__WORK REQUIRED__.
Please set down every entry below exactly as given.

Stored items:
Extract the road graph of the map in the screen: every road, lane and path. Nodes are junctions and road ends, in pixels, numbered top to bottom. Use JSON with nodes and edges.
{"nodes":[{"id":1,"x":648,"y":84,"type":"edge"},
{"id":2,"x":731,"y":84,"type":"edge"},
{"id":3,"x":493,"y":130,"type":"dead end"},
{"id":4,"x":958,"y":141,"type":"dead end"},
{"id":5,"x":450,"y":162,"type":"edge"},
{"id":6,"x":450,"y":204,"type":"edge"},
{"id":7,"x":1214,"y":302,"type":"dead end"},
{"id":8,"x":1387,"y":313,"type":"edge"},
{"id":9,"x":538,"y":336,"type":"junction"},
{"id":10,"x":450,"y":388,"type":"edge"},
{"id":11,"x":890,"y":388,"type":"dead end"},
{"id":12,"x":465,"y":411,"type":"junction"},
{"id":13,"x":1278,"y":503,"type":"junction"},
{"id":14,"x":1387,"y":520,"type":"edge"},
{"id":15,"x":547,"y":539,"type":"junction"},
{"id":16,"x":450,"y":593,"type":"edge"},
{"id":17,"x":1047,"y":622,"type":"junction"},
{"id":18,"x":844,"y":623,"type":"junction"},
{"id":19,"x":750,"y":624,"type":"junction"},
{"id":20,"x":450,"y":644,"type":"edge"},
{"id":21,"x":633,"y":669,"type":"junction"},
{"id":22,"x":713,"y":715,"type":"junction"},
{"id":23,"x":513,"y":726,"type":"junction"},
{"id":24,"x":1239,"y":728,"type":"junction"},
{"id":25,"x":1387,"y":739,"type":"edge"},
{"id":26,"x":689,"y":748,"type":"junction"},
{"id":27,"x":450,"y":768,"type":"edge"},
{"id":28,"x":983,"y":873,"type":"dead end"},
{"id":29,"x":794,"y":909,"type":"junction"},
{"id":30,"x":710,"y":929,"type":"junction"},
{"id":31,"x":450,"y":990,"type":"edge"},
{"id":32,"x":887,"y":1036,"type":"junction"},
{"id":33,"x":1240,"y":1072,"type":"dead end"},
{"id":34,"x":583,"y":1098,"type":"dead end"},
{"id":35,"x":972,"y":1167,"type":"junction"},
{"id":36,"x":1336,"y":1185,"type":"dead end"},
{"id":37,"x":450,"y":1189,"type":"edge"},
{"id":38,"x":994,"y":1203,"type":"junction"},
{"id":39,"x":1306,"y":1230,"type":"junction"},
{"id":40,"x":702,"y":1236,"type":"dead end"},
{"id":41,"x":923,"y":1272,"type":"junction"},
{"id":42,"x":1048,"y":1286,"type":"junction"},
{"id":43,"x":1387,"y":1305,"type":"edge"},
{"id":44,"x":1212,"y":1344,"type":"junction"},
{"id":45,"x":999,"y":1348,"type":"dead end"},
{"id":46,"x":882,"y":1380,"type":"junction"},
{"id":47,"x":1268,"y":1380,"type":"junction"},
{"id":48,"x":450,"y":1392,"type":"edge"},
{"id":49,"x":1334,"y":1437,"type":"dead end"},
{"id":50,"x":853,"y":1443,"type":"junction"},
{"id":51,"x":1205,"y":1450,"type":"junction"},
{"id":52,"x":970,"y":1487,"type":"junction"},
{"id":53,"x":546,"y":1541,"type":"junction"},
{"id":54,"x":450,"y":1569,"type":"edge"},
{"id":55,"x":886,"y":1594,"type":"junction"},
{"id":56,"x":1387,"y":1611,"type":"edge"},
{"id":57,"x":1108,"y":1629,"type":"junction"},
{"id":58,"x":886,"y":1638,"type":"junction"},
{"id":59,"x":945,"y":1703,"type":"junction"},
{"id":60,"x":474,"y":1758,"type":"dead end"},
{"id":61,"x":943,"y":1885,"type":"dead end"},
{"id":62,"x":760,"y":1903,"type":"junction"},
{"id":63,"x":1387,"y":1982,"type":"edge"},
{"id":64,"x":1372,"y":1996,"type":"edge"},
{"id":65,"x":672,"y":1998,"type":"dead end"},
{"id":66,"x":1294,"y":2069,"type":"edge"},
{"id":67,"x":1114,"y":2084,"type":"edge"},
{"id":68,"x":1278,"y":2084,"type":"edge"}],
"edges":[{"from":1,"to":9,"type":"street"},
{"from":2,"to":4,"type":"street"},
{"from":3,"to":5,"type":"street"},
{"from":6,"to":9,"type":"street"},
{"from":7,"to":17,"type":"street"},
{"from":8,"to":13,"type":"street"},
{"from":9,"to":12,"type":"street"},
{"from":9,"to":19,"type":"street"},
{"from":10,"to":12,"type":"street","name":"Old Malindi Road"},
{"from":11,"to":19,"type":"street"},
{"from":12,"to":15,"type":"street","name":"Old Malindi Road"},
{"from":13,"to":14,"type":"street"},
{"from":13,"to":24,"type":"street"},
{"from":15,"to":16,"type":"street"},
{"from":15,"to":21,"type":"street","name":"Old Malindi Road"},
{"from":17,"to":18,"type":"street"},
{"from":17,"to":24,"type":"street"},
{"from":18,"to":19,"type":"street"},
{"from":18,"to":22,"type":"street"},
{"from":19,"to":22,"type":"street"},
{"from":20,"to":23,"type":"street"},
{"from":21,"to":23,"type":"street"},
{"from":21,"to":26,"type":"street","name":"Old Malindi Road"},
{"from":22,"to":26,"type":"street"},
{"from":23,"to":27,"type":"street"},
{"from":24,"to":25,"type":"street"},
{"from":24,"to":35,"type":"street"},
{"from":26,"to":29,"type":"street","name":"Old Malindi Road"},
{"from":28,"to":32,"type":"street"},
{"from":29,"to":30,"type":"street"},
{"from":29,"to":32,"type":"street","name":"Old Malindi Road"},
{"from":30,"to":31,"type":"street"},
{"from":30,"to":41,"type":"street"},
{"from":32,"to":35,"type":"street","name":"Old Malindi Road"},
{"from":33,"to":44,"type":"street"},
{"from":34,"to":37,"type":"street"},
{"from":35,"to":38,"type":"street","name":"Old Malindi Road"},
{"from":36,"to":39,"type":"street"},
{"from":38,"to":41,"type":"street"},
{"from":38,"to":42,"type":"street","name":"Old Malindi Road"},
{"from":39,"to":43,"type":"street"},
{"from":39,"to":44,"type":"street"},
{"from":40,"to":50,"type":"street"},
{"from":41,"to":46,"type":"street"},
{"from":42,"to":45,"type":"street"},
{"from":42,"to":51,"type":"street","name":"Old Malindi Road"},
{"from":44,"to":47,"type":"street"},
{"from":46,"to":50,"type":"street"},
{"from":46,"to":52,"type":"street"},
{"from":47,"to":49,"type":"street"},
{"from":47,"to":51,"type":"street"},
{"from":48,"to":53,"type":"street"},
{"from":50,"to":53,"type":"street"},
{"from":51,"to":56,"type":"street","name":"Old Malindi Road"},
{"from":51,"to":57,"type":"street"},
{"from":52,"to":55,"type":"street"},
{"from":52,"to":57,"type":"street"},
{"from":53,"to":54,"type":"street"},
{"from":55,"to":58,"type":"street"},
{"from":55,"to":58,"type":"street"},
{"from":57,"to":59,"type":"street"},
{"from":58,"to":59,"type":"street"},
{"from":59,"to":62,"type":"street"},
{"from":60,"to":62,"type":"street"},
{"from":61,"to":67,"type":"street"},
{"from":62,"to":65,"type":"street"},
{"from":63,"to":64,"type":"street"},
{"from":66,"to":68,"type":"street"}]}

__EXERCISE SOLUTION__.
Extract the road graph of the map in the screen: every road, lane and path. Nodes are junctions and road ends, in pixels, numbered top to bottom. Use JSON with nodes and edges.
{"nodes":[{"id":1,"x":648,"y":84,"type":"edge"},
{"id":2,"x":731,"y":84,"type":"edge"},
{"id":3,"x":493,"y":130,"type":"dead end"},
{"id":4,"x":958,"y":141,"type":"dead end"},
{"id":5,"x":450,"y":162,"type":"edge"},
{"id":6,"x":450,"y":204,"type":"edge"},
{"id":7,"x":1214,"y":302,"type":"dead end"},
{"id":8,"x":1387,"y":313,"type":"edge"},
{"id":9,"x":538,"y":336,"type":"junction"},
{"id":10,"x":450,"y":388,"type":"edge"},
{"id":11,"x":890,"y":388,"type":"dead end"},
{"id":12,"x":465,"y":411,"type":"junction"},
{"id":13,"x":1278,"y":503,"type":"junction"},
{"id":14,"x":1387,"y":520,"type":"edge"},
{"id":15,"x":547,"y":539,"type":"junction"},
{"id":16,"x":450,"y":593,"type":"edge"},
{"id":17,"x":1047,"y":622,"type":"junction"},
{"id":18,"x":844,"y":623,"type":"junction"},
{"id":19,"x":750,"y":624,"type":"junction"},
{"id":20,"x":450,"y":644,"type":"edge"},
{"id":21,"x":633,"y":669,"type":"junction"},
{"id":22,"x":713,"y":715,"type":"junction"},
{"id":23,"x":513,"y":726,"type":"junction"},
{"id":24,"x":1239,"y":728,"type":"junction"},
{"id":25,"x":1387,"y":739,"type":"edge"},
{"id":26,"x":689,"y":748,"type":"junction"},
{"id":27,"x":450,"y":768,"type":"edge"},
{"id":28,"x":983,"y":873,"type":"dead end"},
{"id":29,"x":794,"y":909,"type":"junction"},
{"id":30,"x":710,"y":929,"type":"junction"},
{"id":31,"x":450,"y":990,"type":"edge"},
{"id":32,"x":887,"y":1036,"type":"junction"},
{"id":33,"x":1240,"y":1072,"type":"dead end"},
{"id":34,"x":583,"y":1098,"type":"dead end"},
{"id":35,"x":972,"y":1167,"type":"junction"},
{"id":36,"x":1336,"y":1185,"type":"dead end"},
{"id":37,"x":450,"y":1189,"type":"edge"},
{"id":38,"x":994,"y":1203,"type":"junction"},
{"id":39,"x":1306,"y":1230,"type":"junction"},
{"id":40,"x":702,"y":1236,"type":"dead end"},
{"id":41,"x":923,"y":1272,"type":"junction"},
{"id":42,"x":1048,"y":1286,"type":"junction"},
{"id":43,"x":1387,"y":1305,"type":"edge"},
{"id":44,"x":1212,"y":1344,"type":"junction"},
{"id":45,"x":999,"y":1348,"type":"dead end"},
{"id":46,"x":882,"y":1380,"type":"junction"},
{"id":47,"x":1268,"y":1380,"type":"junction"},
{"id":48,"x":450,"y":1392,"type":"edge"},
{"id":49,"x":1334,"y":1437,"type":"dead end"},
{"id":50,"x":853,"y":1443,"type":"junction"},
{"id":51,"x":1205,"y":1450,"type":"junction"},
{"id":52,"x":970,"y":1487,"type":"junction"},
{"id":53,"x":546,"y":1541,"type":"junction"},
{"id":54,"x":450,"y":1569,"type":"edge"},
{"id":55,"x":886,"y":1594,"type":"junction"},
{"id":56,"x":1387,"y":1611,"type":"edge"},
{"id":57,"x":1108,"y":1629,"type":"junction"},
{"id":58,"x":886,"y":1638,"type":"junction"},
{"id":59,"x":945,"y":1703,"type":"junction"},
{"id":60,"x":474,"y":1758,"type":"dead end"},
{"id":61,"x":943,"y":1885,"type":"dead end"},
{"id":62,"x":760,"y":1903,"type":"junction"},
{"id":63,"x":1387,"y":1982,"type":"edge"},
{"id":64,"x":1372,"y":1996,"type":"edge"},
{"id":65,"x":672,"y":1998,"type":"dead end"},
{"id":66,"x":1294,"y":2069,"type":"edge"},
{"id":67,"x":1114,"y":2084,"type":"edge"},
{"id":68,"x":1278,"y":2084,"type":"edge"}],
"edges":[{"from":1,"to":9,"type":"street"},
{"from":2,"to":4,"type":"street"},
{"from":3,"to":5,"type":"street"},
{"from":6,"to":9,"type":"street"},
{"from":7,"to":17,"type":"street"},
{"from":8,"to":13,"type":"street"},
{"from":9,"to":12,"type":"street"},
{"from":9,"to":19,"type":"street"},
{"from":10,"to":12,"type":"street","name":"Old Malindi Road"},
{"from":11,"to":19,"type":"street"},
{"from":12,"to":15,"type":"street","name":"Old Malindi Road"},
{"from":13,"to":14,"type":"street"},
{"from":13,"to":24,"type":"street"},
{"from":15,"to":16,"type":"street"},
{"from":15,"to":21,"type":"street","name":"Old Malindi Road"},
{"from":17,"to":18,"type":"street"},
{"from":17,"to":24,"type":"street"},
{"from":18,"to":19,"type":"street"},
{"from":18,"to":22,"type":"street"},
{"from":19,"to":22,"type":"street"},
{"from":20,"to":23,"type":"street"},
{"from":21,"to":23,"type":"street"},
{"from":21,"to":26,"type":"street","name":"Old Malindi Road"},
{"from":22,"to":26,"type":"street"},
{"from":23,"to":27,"type":"street"},
{"from":24,"to":25,"type":"street"},
{"from":24,"to":35,"type":"street"},
{"from":26,"to":29,"type":"street","name":"Old Malindi Road"},
{"from":28,"to":32,"type":"street"},
{"from":29,"to":30,"type":"street"},
{"from":29,"to":32,"type":"street","name":"Old Malindi Road"},
{"from":30,"to":31,"type":"street"},
{"from":30,"to":41,"type":"street"},
{"from":32,"to":35,"type":"street","name":"Old Malindi Road"},
{"from":33,"to":44,"type":"street"},
{"from":34,"to":37,"type":"street"},
{"from":35,"to":38,"type":"street","name":"Old Malindi Road"},
{"from":36,"to":39,"type":"street"},
{"from":38,"to":41,"type":"street"},
{"from":38,"to":42,"type":"street","name":"Old Malindi Road"},
{"from":39,"to":43,"type":"street"},
{"from":39,"to":44,"type":"street"},
{"from":40,"to":50,"type":"street"},
{"from":41,"to":46,"type":"street"},
{"from":42,"to":45,"type":"street"},
{"from":42,"to":51,"type":"street","name":"Old Malindi Road"},
{"from":44,"to":47,"type":"street"},
{"from":46,"to":50,"type":"street"},
{"from":46,"to":52,"type":"street"},
{"from":47,"to":49,"type":"street"},
{"from":47,"to":51,"type":"street"},
{"from":48,"to":53,"type":"street"},
{"from":50,"to":53,"type":"street"},
{"from":51,"to":56,"type":"street","name":"Old Malindi Road"},
{"from":51,"to":57,"type":"street"},
{"from":52,"to":55,"type":"street"},
{"from":52,"to":57,"type":"street"},
{"from":53,"to":54,"type":"street"},
{"from":55,"to":58,"type":"street"},
{"from":55,"to":58,"type":"street"},
{"from":57,"to":59,"type":"street"},
{"from":58,"to":59,"type":"street"},
{"from":59,"to":62,"type":"street"},
{"from":60,"to":62,"type":"street"},
{"from":61,"to":67,"type":"street"},
{"from":62,"to":65,"type":"street"},
{"from":63,"to":64,"type":"street"},
{"from":66,"to":68,"type":"street"}]}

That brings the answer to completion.